** Opening Given records block **

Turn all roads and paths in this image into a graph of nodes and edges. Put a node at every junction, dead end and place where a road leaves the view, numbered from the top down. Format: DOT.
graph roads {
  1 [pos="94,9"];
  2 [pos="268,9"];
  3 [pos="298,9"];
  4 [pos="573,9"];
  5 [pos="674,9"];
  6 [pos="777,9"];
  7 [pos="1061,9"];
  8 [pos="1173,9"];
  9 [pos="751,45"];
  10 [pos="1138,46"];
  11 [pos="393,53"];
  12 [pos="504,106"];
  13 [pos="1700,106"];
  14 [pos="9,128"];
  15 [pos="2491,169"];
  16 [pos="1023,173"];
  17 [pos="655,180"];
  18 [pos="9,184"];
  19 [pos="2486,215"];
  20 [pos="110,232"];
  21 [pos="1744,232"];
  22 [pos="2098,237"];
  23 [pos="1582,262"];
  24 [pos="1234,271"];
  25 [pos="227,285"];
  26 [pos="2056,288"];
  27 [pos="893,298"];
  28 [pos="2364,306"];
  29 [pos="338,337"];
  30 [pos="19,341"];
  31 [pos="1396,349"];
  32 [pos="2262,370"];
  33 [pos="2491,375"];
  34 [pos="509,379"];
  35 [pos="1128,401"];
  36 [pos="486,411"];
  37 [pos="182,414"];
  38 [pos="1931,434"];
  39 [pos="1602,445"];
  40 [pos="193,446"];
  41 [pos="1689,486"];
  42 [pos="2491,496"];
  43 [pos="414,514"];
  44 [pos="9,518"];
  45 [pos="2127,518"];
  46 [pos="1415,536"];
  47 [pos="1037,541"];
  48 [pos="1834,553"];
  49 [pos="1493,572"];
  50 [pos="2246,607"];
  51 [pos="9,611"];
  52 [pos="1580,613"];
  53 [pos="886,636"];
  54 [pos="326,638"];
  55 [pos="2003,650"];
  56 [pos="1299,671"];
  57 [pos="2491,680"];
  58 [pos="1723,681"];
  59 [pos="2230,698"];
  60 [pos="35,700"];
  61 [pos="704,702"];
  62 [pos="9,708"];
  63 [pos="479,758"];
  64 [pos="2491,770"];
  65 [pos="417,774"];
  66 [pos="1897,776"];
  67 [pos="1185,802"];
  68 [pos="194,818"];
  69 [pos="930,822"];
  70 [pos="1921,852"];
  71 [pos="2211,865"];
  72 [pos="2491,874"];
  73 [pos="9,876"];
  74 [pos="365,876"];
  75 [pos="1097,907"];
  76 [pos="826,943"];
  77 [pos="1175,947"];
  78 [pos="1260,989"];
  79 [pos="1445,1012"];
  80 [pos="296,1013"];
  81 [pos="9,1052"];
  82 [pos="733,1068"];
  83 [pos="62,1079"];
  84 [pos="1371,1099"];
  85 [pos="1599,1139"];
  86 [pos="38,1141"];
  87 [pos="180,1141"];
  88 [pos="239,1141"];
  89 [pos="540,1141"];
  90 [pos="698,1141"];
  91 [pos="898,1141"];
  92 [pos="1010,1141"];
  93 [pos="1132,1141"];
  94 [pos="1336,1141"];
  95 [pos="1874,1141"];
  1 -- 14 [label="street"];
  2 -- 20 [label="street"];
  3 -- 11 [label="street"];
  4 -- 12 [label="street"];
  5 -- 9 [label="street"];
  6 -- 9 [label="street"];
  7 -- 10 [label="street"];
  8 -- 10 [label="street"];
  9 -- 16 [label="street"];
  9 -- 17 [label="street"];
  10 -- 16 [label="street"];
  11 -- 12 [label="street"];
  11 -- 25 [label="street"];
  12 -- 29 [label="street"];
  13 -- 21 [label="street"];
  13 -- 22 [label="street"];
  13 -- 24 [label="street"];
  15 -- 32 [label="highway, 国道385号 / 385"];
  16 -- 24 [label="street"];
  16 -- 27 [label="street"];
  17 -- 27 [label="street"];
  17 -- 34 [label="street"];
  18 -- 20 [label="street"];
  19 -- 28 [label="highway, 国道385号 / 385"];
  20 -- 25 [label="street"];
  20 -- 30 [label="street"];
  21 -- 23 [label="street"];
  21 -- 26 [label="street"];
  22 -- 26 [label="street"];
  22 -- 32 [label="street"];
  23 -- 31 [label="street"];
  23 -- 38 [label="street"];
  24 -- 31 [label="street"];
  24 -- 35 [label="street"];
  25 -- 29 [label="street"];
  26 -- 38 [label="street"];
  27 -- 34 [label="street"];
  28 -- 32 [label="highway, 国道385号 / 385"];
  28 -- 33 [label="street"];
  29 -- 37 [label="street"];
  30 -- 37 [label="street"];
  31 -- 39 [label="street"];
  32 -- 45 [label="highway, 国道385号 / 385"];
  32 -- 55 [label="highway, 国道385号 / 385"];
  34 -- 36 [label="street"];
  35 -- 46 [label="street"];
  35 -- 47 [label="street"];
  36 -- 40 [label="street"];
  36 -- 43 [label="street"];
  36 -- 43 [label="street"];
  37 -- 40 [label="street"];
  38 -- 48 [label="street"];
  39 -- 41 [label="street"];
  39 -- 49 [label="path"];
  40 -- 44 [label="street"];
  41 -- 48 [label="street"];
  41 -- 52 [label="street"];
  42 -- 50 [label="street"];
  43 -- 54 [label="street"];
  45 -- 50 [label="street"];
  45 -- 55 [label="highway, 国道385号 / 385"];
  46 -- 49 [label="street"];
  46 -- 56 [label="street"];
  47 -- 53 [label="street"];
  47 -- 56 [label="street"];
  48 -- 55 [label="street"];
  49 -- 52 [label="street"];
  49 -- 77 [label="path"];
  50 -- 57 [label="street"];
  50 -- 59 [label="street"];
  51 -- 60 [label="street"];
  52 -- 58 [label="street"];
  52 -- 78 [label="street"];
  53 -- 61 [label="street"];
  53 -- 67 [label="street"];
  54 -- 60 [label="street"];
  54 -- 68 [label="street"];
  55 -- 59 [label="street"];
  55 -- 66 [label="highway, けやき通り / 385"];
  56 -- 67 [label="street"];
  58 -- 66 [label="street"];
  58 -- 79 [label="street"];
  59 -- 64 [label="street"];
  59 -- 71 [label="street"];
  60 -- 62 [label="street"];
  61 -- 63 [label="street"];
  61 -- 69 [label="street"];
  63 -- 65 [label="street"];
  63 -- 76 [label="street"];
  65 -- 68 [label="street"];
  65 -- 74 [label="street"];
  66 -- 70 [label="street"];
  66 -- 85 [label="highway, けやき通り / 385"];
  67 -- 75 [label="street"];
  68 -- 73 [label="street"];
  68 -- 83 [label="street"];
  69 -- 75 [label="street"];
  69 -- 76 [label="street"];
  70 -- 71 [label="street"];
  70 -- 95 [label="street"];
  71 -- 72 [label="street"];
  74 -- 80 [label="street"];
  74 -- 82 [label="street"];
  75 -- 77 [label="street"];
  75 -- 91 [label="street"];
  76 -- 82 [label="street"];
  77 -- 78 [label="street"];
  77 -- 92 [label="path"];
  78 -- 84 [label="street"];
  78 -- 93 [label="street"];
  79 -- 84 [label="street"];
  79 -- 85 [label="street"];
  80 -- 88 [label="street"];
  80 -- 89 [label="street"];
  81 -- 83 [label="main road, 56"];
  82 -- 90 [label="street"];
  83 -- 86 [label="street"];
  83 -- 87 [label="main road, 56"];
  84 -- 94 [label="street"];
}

** Closing Given records block **

== Problem to solve ==
Please show every line of the entries above that contains the word "main".

== Written response ==
  81 -- 83 [label="main road, 56"];
  83 -- 87 [label="main road, 56"];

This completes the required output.